Stored data entries:
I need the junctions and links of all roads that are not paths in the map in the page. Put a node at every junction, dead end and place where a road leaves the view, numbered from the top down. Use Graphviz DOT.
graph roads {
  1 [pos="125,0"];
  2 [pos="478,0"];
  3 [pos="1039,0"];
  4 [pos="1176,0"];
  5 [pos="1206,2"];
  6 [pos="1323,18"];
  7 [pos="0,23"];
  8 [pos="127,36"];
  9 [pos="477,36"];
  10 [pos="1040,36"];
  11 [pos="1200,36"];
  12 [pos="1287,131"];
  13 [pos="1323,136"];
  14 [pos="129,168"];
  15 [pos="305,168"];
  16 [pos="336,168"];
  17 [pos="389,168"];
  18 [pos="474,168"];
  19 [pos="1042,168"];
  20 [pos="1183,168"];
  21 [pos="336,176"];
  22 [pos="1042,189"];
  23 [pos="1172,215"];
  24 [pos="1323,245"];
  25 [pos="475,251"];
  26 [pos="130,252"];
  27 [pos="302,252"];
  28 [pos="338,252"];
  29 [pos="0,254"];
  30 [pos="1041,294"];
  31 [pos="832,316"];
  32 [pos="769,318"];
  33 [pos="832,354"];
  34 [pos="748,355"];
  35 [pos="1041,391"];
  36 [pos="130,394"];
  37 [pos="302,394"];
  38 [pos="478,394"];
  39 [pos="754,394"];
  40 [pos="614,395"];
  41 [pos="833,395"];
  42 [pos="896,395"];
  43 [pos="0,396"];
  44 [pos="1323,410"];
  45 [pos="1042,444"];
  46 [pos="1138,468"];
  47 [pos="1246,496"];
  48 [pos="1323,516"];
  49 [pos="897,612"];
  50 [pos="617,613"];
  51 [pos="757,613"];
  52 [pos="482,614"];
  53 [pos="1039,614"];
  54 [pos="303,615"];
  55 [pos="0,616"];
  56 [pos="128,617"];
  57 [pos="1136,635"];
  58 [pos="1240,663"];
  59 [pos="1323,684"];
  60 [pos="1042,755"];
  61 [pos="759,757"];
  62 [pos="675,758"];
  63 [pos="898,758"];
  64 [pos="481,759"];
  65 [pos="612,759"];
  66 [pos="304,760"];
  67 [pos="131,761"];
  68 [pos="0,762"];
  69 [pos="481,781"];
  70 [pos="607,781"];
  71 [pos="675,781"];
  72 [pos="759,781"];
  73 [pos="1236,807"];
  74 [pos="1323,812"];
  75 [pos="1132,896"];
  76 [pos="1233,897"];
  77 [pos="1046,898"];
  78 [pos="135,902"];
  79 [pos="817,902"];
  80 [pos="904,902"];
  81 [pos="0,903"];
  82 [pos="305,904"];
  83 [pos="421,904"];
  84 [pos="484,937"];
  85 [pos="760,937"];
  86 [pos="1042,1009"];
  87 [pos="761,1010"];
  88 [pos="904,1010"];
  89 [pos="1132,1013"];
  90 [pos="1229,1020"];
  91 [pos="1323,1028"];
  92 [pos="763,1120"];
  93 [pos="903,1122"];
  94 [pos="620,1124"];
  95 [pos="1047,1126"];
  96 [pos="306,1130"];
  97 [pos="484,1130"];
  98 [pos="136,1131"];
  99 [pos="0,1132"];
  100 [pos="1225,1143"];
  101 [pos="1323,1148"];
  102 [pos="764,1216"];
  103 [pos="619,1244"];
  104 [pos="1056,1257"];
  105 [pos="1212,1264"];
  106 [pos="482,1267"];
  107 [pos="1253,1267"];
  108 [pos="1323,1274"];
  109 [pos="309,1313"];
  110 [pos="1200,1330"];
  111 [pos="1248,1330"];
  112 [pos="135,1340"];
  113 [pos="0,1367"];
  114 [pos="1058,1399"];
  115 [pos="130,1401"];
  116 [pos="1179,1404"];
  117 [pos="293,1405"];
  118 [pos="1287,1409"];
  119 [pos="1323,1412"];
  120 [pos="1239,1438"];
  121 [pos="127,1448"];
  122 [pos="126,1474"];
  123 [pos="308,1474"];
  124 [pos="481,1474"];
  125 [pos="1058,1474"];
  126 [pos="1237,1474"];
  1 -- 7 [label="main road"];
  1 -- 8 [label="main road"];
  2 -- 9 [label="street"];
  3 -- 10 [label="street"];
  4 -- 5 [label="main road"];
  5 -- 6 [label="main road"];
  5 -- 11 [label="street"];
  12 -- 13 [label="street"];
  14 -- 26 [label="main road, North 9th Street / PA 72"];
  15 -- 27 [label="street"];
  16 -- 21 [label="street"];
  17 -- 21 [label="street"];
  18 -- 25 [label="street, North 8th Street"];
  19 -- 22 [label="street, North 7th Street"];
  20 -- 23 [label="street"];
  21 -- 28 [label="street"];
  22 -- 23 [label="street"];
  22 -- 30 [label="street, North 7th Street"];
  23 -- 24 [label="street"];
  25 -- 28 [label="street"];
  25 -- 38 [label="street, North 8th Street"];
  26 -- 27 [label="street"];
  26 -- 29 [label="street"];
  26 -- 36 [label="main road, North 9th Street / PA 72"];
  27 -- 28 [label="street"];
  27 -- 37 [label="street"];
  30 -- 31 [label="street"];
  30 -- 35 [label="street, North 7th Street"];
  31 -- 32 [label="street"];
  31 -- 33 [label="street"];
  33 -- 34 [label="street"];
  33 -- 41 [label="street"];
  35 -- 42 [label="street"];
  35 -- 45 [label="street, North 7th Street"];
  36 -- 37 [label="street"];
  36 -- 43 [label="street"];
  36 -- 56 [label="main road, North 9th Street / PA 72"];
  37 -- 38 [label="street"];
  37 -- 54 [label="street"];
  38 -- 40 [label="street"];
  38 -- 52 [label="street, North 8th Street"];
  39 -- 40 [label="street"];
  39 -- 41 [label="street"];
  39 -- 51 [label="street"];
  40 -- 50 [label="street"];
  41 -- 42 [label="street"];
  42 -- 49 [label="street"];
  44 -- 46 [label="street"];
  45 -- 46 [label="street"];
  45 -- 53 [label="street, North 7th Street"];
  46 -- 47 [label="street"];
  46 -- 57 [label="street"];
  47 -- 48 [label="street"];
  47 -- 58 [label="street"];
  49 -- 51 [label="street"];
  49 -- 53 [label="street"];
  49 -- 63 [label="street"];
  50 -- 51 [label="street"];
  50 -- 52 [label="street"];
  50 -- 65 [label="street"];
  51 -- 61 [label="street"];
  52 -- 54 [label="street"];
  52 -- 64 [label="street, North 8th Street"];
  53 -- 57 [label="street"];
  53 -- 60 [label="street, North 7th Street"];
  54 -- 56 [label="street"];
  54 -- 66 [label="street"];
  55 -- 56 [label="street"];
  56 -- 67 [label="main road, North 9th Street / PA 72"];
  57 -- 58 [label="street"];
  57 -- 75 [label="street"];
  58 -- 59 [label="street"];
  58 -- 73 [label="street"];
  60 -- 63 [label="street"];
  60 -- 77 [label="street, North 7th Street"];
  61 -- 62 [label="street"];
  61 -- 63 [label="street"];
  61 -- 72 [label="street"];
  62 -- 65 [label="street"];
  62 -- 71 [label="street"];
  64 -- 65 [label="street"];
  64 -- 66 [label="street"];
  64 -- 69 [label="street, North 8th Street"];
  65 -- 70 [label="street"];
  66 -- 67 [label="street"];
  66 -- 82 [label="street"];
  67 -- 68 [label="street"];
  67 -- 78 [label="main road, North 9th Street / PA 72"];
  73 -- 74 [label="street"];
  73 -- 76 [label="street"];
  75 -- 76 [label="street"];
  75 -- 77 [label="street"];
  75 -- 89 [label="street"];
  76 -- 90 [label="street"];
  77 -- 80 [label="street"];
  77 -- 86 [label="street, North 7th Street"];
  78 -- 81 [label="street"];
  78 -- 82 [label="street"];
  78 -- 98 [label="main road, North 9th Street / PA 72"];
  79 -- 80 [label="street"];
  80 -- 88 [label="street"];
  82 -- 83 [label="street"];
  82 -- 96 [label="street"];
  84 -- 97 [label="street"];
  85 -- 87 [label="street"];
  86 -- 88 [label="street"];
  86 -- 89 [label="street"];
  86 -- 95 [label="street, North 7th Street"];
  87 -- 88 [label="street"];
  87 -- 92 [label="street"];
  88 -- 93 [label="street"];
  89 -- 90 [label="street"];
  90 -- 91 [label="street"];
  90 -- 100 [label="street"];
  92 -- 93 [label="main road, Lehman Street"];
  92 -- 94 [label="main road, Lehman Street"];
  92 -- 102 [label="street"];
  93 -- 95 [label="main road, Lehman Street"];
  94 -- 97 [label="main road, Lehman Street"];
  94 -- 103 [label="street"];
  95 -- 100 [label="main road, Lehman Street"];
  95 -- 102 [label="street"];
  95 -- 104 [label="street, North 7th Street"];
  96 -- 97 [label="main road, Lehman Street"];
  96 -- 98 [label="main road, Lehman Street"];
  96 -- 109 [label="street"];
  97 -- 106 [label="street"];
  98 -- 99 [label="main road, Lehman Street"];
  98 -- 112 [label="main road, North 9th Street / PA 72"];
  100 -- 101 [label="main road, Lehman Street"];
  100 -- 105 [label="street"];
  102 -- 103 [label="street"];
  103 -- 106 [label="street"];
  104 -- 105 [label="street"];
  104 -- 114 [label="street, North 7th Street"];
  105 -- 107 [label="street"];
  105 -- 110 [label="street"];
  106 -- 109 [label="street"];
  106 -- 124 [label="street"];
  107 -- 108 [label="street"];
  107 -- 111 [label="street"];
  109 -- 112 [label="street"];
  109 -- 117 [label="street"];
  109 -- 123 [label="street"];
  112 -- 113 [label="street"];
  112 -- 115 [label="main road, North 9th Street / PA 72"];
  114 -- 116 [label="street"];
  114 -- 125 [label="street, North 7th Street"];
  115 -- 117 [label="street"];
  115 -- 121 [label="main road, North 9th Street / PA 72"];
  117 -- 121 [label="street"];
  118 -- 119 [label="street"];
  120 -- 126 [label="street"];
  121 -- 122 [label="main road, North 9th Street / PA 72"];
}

(Exercise goal)
Locate the word "Lehman" in the entries, and copy every line where it is found.

(Exercise output)
  92 -- 93 [label="main road, Lehman Street"];
  92 -- 94 [label="main road, Lehman Street"];
  93 -- 95 [label="main road, Lehman Street"];
  94 -- 97 [label="main road, Lehman Street"];
  95 -- 100 [label="main road, Lehman Street"];
  96 -- 97 [label="main road, Lehman Street"];
  96 -- 98 [label="main road, Lehman Street"];
  98 -- 99 [label="main road, Lehman Street"];
  100 -- 101 [label="main road, Lehman Street"];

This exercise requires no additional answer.